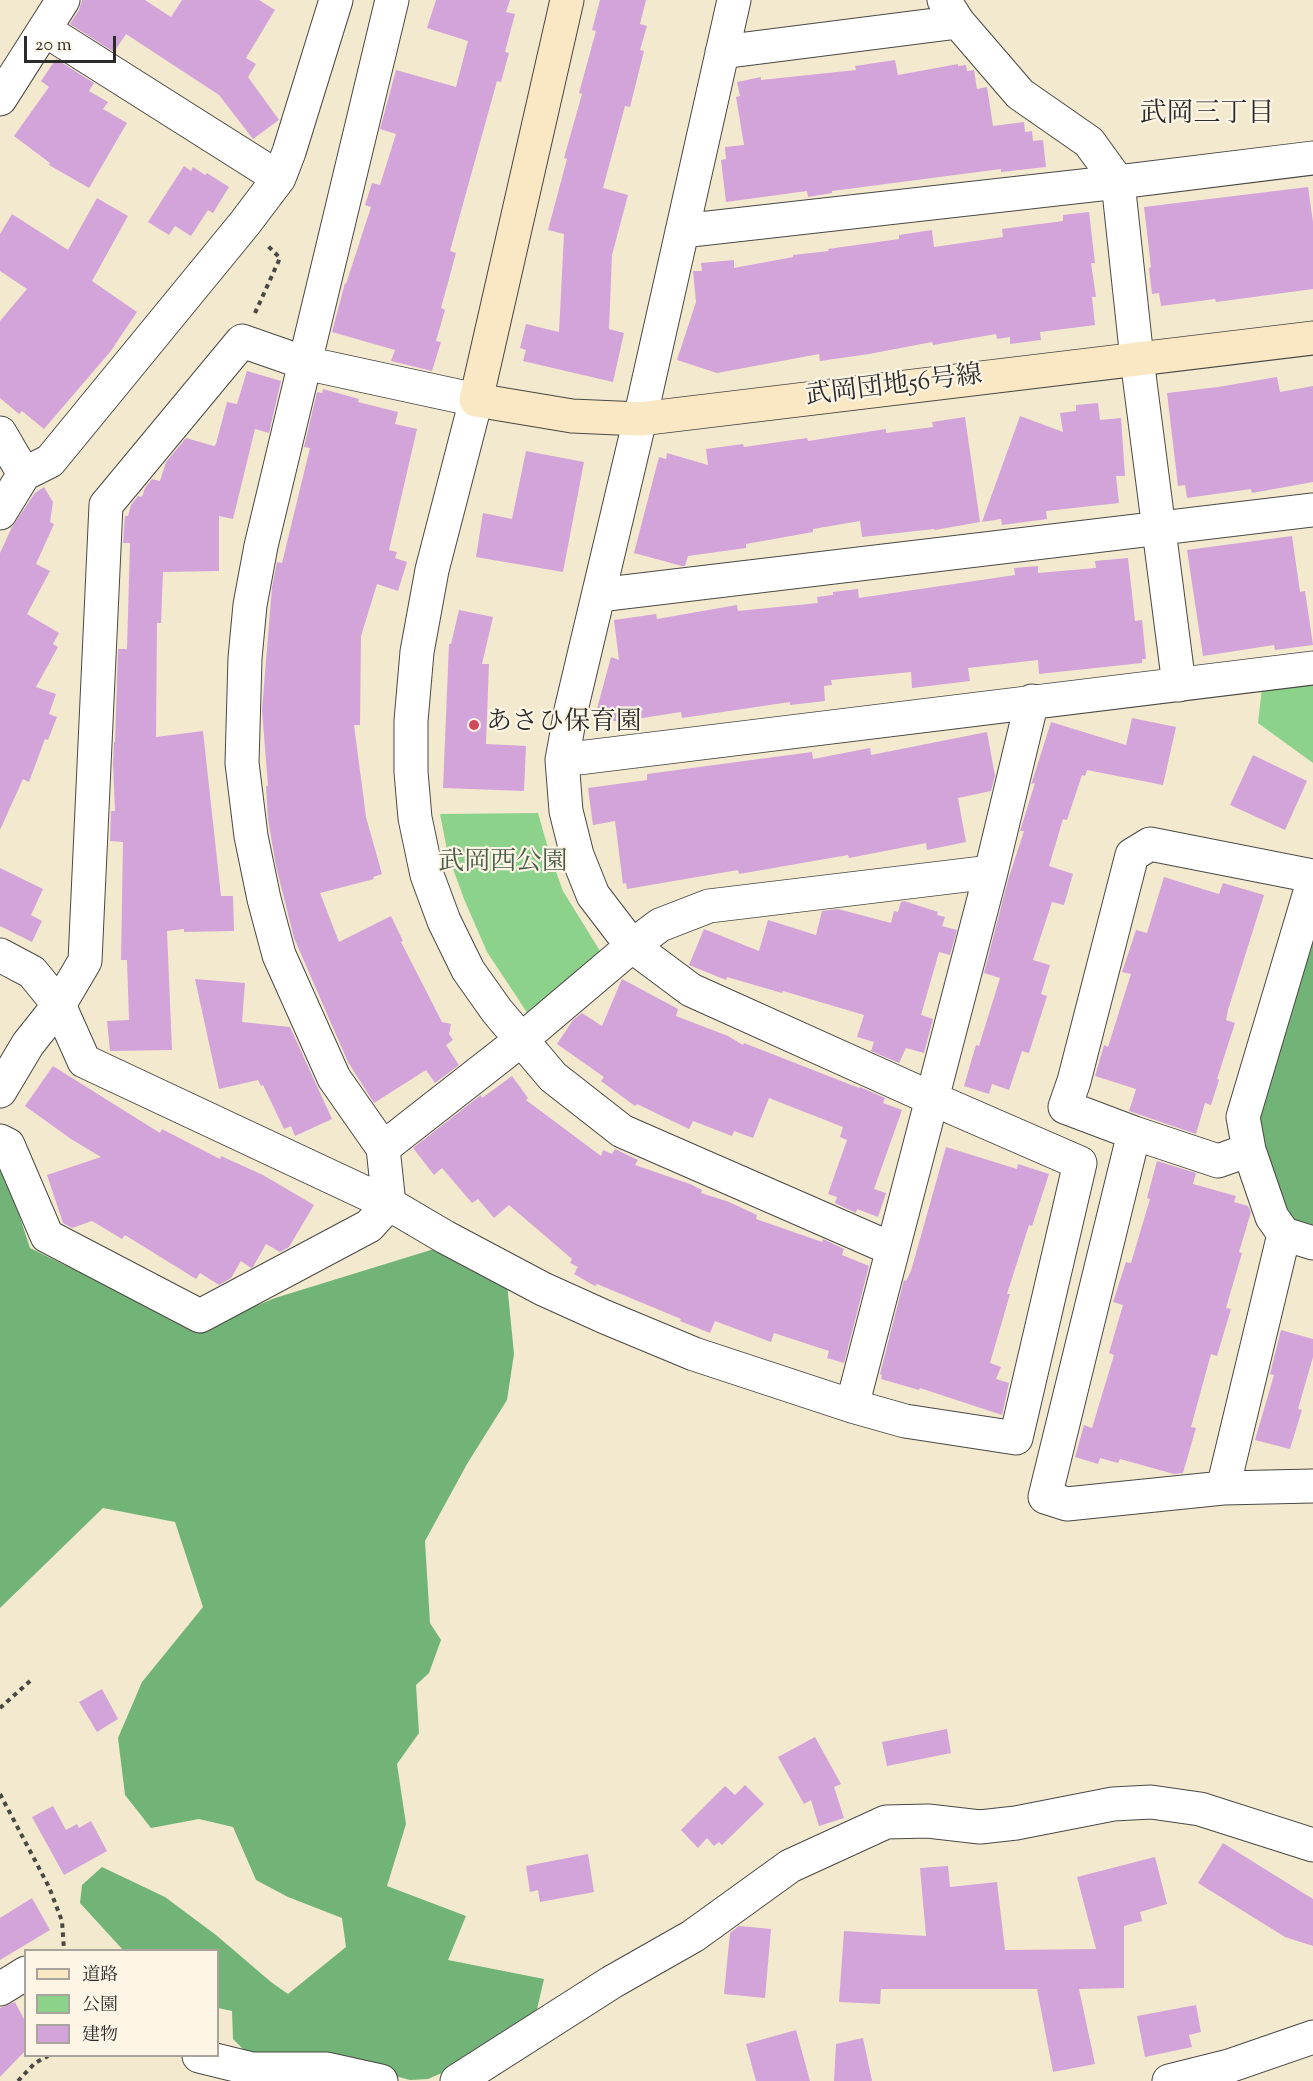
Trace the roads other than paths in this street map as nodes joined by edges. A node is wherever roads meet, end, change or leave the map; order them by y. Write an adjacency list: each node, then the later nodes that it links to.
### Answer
1 (63, 0): 7 (street)
2 (336, 0): 11 (street)
3 (392, 0): 16 (street)
4 (567, 0): 17 (street)
5 (734, 0): 8 (street)
6 (951, 11): 8 (street); 12 (street)
7 (45, 30): 9 (street); 11 (street)
8 (722, 51): 13 (street)
9 (0, 99)
10 (1313, 158): 12 (street)
11 (279, 178): 20 (street)
12 (1118, 182): 13 (street); 15 (street)
13 (682, 231): 18 (street)
14 (1313, 338): 15 (street, 武岡団地56号線)
15 (1137, 359): 18 (street, 武岡団地56号線); 23 (street)
16 (305, 363): 17 (street); 34 (street); 40 (street)
17 (476, 400): 18 (street, 武岡団地56号線); 35 (street)
18 (640, 419): 24 (street)
19 (0, 432): 20 (street)
20 (24, 474): 22 (street)
21 (1313, 510): 23 (street)
22 (0, 513)
23 (1158, 527): 24 (street); 26 (street)
24 (598, 594): 28 (street)
25 (1313, 668): 26 (street)
26 (1179, 685): 27 (street)
27 (1032, 701): 28 (street); 29 (street)
28 (562, 760): 32 (street)
29 (991, 872): 32 (street); 37 (street)
30 (1313, 876): 38 (street)
31 (1313, 882): 41 (street)
32 (632, 946): 35 (street); 37 (street)
33 (0, 955): 34 (street)
34 (58, 1005): 36 (street); 42 (street)
35 (521, 1040): 40 (street); 44 (street)
36 (0, 1091)
37 (933, 1099): 44 (street); 45 (street)
38 (1134, 1133): 41 (street); 47 (street)
39 (0, 1141): 42 (street)
40 (383, 1148): 42 (street)
41 (1249, 1150): 43 (street)
42 (389, 1204): 45 (street)
43 (1298, 1239): 47 (street)
44 (892, 1249): 45 (street)
45 (852, 1406)
46 (1313, 1486): 47 (street)
47 (1223, 1488)
48 (1313, 1845): 54 (street)
49 (24, 1975): 50 (street)
50 (0, 1989)
51 (1313, 2037): 55 (street)
52 (207, 2057): 53 (street)
53 (381, 2081)
54 (457, 2081)
55 (1169, 2081)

THE PROBLEM:
Repeat every record above exactly, except the pictures.

REPLY:
Trace the roads other than paths in this street map as nodes joined by edges. A node is wherever roads meet, end, change or leave the map; order them by y. Write an adjacency list: each node, then the later nodes that it links to.
### Answer
1 (63, 0): 7 (street)
2 (336, 0): 11 (street)
3 (392, 0): 16 (street)
4 (567, 0): 17 (street)
5 (734, 0): 8 (street)
6 (951, 11): 8 (street); 12 (street)
7 (45, 30): 9 (street); 11 (street)
8 (722, 51): 13 (street)
9 (0, 99)
10 (1313, 158): 12 (street)
11 (279, 178): 20 (street)
12 (1118, 182): 13 (street); 15 (street)
13 (682, 231): 18 (street)
14 (1313, 338): 15 (street, 武岡団地56号線)
15 (1137, 359): 18 (street, 武岡団地56号線); 23 (street)
16 (305, 363): 17 (street); 34 (street); 40 (street)
17 (476, 400): 18 (street, 武岡団地56号線); 35 (street)
18 (640, 419): 24 (street)
19 (0, 432): 20 (street)
20 (24, 474): 22 (street)
21 (1313, 510): 23 (street)
22 (0, 513)
23 (1158, 527): 24 (street); 26 (street)
24 (598, 594): 28 (street)
25 (1313, 668): 26 (street)
26 (1179, 685): 27 (street)
27 (1032, 701): 28 (street); 29 (street)
28 (562, 760): 32 (street)
29 (991, 872): 32 (street); 37 (street)
30 (1313, 876): 38 (street)
31 (1313, 882): 41 (street)
32 (632, 946): 35 (street); 37 (street)
33 (0, 955): 34 (street)
34 (58, 1005): 36 (street); 42 (street)
35 (521, 1040): 40 (street); 44 (street)
36 (0, 1091)
37 (933, 1099): 44 (street); 45 (street)
38 (1134, 1133): 41 (street); 47 (street)
39 (0, 1141): 42 (street)
40 (383, 1148): 42 (street)
41 (1249, 1150): 43 (street)
42 (389, 1204): 45 (street)
43 (1298, 1239): 47 (street)
44 (892, 1249): 45 (street)
45 (852, 1406)
46 (1313, 1486): 47 (street)
47 (1223, 1488)
48 (1313, 1845): 54 (street)
49 (24, 1975): 50 (street)
50 (0, 1989)
51 (1313, 2037): 55 (street)
52 (207, 2057): 53 (street)
53 (381, 2081)
54 (457, 2081)
55 (1169, 2081)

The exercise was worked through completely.